Records from a data source
- Opening Delimiter -
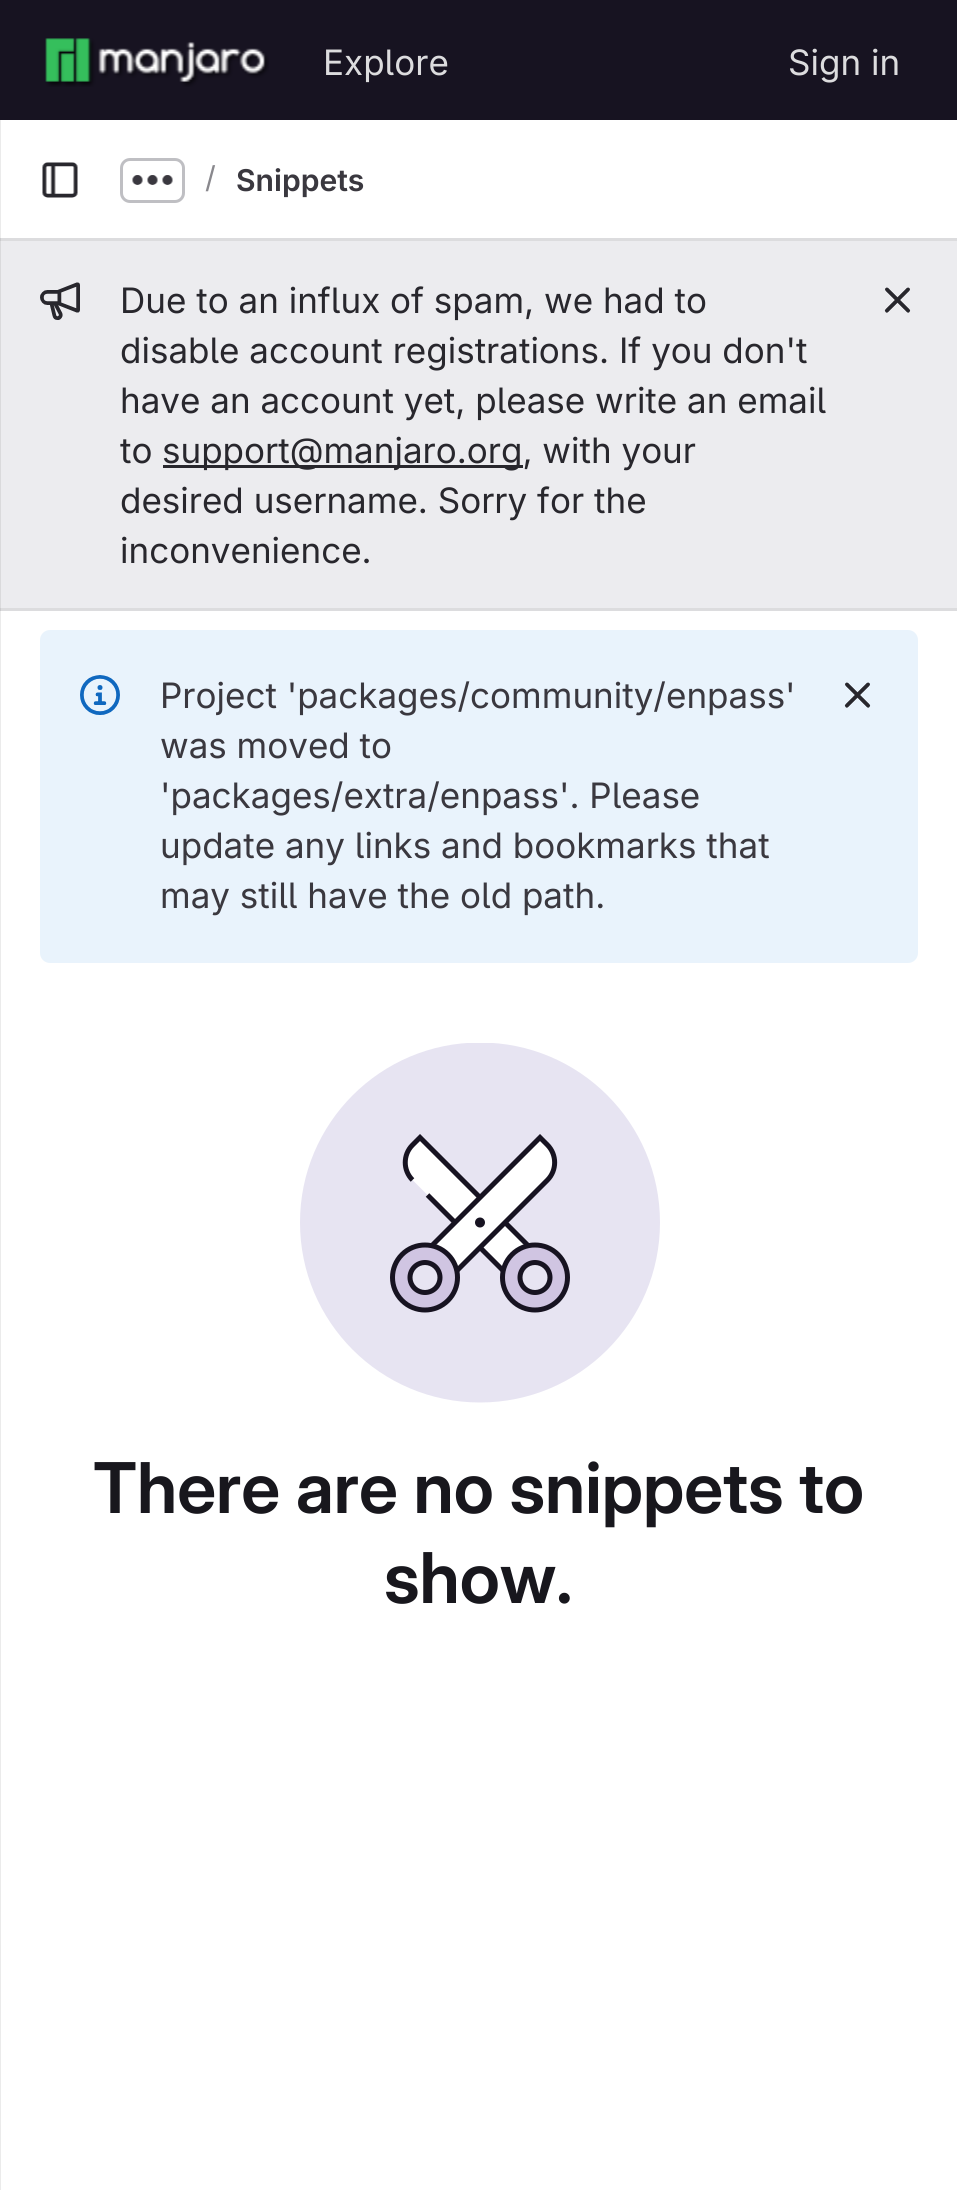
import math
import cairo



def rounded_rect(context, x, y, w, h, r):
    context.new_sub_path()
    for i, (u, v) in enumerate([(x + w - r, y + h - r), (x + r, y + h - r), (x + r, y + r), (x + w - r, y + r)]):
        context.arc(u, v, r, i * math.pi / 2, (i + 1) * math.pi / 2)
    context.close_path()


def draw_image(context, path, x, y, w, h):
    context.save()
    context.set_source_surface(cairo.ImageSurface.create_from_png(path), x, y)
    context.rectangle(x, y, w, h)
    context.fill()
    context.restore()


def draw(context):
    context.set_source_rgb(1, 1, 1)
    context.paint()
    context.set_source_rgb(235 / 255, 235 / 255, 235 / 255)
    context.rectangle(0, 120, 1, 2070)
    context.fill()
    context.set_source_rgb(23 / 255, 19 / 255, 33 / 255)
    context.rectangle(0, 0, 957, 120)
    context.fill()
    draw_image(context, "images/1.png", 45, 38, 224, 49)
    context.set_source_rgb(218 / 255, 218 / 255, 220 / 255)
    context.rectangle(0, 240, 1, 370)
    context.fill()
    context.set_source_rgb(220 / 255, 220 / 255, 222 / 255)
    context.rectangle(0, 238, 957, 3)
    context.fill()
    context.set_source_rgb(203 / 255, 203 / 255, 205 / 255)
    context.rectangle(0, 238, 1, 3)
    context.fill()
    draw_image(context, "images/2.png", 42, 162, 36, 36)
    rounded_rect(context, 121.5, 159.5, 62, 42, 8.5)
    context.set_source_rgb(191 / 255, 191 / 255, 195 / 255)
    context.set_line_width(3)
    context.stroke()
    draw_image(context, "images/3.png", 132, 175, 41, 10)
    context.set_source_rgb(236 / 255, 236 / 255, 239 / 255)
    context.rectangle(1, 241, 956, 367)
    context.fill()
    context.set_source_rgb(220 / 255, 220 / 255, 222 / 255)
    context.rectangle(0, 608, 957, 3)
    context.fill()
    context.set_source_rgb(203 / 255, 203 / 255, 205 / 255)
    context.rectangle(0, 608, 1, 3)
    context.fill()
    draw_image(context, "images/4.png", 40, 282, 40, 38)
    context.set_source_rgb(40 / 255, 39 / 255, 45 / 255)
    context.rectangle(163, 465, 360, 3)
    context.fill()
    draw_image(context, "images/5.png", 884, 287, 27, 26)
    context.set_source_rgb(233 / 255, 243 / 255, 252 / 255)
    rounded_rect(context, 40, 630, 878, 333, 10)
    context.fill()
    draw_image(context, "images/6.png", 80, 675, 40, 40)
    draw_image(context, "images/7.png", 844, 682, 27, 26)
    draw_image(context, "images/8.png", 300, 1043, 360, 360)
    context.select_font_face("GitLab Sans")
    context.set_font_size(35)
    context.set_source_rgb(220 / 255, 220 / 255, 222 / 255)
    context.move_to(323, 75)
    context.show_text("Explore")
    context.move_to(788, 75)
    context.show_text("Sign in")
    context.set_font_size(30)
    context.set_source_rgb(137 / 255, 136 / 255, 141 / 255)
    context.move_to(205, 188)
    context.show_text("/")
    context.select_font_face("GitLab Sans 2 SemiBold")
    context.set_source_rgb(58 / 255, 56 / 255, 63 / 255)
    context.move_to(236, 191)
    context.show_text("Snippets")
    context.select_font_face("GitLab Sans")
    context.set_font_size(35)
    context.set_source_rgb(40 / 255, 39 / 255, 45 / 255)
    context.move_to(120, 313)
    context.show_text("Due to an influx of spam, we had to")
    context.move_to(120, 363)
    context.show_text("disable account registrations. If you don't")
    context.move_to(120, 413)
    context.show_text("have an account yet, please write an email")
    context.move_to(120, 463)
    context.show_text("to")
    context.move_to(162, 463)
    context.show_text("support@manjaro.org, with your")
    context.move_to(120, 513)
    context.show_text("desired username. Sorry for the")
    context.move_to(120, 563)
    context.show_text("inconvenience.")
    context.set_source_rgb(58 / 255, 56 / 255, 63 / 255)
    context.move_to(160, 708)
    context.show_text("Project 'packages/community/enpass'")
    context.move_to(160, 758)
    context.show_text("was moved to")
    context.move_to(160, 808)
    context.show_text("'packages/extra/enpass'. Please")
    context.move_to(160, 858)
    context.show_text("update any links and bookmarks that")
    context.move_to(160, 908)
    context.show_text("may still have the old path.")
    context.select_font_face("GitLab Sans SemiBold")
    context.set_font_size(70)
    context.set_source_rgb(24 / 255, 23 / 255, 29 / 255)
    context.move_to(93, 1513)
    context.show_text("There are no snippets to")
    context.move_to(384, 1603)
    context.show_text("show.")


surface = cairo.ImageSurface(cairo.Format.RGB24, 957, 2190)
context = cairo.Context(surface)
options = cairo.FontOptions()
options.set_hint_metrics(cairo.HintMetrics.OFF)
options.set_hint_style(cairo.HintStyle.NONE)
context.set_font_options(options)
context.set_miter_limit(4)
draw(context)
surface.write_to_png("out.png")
- Closing Delimiter -
- Opening Delimiter -
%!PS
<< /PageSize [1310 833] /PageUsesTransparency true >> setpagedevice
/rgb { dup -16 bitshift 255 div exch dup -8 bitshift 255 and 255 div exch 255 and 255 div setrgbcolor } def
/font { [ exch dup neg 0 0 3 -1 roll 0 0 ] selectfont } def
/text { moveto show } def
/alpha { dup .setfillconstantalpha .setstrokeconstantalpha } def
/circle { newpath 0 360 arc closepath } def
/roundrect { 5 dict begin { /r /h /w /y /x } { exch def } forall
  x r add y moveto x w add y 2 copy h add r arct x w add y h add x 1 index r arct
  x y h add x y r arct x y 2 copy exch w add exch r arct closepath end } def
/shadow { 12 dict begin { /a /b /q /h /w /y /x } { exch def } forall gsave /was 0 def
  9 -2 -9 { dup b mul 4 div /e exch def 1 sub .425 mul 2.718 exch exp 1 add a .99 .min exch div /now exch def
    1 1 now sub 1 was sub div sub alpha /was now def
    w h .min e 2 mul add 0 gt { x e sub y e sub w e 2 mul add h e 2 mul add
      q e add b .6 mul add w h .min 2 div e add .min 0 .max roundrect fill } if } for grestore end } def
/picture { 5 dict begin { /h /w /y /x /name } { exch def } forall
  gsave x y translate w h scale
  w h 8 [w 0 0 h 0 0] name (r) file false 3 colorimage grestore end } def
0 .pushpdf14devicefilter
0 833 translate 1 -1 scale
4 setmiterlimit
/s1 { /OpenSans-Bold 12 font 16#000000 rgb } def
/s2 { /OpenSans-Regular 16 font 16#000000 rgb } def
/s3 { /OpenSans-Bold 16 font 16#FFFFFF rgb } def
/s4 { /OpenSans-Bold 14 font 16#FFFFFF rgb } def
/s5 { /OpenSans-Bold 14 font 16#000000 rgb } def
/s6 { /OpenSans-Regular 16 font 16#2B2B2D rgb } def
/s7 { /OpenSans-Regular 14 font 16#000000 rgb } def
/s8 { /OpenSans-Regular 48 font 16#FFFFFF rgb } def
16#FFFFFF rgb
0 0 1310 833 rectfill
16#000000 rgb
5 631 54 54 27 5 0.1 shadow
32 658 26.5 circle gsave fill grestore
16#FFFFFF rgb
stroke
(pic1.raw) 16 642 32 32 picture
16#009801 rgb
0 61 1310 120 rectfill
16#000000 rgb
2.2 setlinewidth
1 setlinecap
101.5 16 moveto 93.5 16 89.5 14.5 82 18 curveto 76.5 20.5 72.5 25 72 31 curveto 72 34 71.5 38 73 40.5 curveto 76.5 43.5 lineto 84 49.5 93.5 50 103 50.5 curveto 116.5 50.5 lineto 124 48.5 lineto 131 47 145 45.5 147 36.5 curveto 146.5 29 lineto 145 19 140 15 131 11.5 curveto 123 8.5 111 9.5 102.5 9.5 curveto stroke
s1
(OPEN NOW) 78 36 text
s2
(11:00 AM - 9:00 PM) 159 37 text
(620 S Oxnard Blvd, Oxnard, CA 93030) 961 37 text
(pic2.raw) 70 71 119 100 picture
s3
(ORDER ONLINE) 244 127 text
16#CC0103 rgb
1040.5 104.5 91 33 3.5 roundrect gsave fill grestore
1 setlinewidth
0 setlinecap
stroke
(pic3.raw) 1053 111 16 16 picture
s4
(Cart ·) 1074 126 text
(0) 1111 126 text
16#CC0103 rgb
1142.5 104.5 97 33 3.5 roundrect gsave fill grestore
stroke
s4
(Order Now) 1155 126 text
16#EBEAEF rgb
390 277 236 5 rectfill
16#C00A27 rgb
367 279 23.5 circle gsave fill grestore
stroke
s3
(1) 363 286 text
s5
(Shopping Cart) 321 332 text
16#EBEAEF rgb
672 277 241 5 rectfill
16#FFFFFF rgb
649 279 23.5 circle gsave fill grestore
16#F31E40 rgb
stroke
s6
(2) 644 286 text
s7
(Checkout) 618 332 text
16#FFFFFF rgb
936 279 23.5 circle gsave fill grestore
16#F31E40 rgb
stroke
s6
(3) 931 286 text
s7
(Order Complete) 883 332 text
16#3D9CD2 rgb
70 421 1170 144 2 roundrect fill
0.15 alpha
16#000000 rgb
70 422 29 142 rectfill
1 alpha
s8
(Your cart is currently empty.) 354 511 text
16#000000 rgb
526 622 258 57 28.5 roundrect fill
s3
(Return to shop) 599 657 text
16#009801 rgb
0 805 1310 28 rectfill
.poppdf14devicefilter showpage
- Closing Delimiter -
[What is needed]: Read the data above. Pull out each line in which the string "math" appears.

[Exercise output]:
import math
        context.arc(u, v, r, i * math.pi / 2, (i + 1) * math.pi / 2)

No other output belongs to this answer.